Here's the disassembly of main():

__Dmain PROC NEAR
;  COMDEF __Dmain
        sub     esp, 24                                 ; 0000 _ 83. EC, 18
        xor     eax, eax                                ; 0003 _ 31. C0
        mov     ecx, offset _D5test94mainFZv12__dgliteral1MFZb; 0005 _ B9, 00000000(segrel)
        push    ebx                                     ; 000A _ 53
        mov     edx, ecx                                ; 000B _ 8B. D1
        mov     dword ptr [esp+4H], eax                 ; 000D _ 89. 44 24, 04
        mov     eax, dword ptr [esp+4H]                 ; 0011 _ 8B. 44 24, 04
        mov     ebx, dword ptr [esp+4H]                 ; 0015 _ 8B. 5C 24, 04
        mov     dword ptr [esp+8H], ecx                 ; 0019 _ 89. 4C 24, 08
        call    edx                                     ; 001D _ FF. D2
        xor     eax, eax                                ; 001F _ 31. C0
        pop     ebx                                     ; 0021 _ 5B
        add     esp, 24                                 ; 0022 _ 83. C4, 18
        ret                                             ; 0025 _ C3
__Dmain ENDP
Comment 10 Brad Roberts 2010-08-29 14:31:55 UTC
Agreed.  Getting delegate inlining in dmd is going to take serious work.  The problem is that the inliner is no where near a const propagation pass.  It needs to know that the variables in play have a single, unchangeable, value.
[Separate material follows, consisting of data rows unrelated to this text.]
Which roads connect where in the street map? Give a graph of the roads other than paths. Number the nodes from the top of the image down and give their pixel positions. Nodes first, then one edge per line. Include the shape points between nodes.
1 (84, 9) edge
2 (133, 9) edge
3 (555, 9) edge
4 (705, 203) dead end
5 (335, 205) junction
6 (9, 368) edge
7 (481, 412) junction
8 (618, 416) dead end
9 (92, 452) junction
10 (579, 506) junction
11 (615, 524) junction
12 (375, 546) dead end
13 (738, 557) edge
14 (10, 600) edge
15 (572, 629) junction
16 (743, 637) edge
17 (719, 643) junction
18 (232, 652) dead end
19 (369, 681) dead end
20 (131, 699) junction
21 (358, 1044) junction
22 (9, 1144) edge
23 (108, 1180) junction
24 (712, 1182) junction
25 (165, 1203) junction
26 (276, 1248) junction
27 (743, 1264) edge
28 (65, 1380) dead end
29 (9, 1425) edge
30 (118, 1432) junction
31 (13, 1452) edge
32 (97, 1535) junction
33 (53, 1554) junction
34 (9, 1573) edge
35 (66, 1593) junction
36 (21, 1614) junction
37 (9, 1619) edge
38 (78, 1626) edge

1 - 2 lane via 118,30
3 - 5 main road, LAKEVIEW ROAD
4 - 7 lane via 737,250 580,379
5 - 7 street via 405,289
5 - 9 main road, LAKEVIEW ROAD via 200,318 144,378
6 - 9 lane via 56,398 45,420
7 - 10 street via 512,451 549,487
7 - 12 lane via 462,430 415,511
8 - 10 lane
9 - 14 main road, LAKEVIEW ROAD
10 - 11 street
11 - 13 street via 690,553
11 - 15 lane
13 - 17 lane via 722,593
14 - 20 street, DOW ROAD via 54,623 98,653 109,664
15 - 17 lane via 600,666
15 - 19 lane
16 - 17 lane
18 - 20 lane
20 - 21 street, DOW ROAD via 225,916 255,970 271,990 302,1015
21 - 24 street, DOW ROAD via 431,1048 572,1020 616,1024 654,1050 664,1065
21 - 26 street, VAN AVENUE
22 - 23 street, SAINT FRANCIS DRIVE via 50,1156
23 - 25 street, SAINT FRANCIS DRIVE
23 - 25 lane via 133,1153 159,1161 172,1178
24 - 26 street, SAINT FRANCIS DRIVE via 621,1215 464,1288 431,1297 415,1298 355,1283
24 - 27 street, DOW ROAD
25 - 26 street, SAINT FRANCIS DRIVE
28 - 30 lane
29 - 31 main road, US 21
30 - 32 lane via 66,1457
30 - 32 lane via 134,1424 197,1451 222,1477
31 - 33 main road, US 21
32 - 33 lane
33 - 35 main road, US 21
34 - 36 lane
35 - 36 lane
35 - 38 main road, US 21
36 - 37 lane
At the point of inlining, there's just a variable with an unknown -- to the compiler -- value.

So, while this change does help that one narrow use case, it's of almost no practical value.
Comment 11 Walter Bright 2015-08-23 02:48:58 UTC
You're right, Brad. Fixing this involves doing constant propagation in the front end. It's possible to do it, as constant propagation is the easiest of the data flow optimizations to do.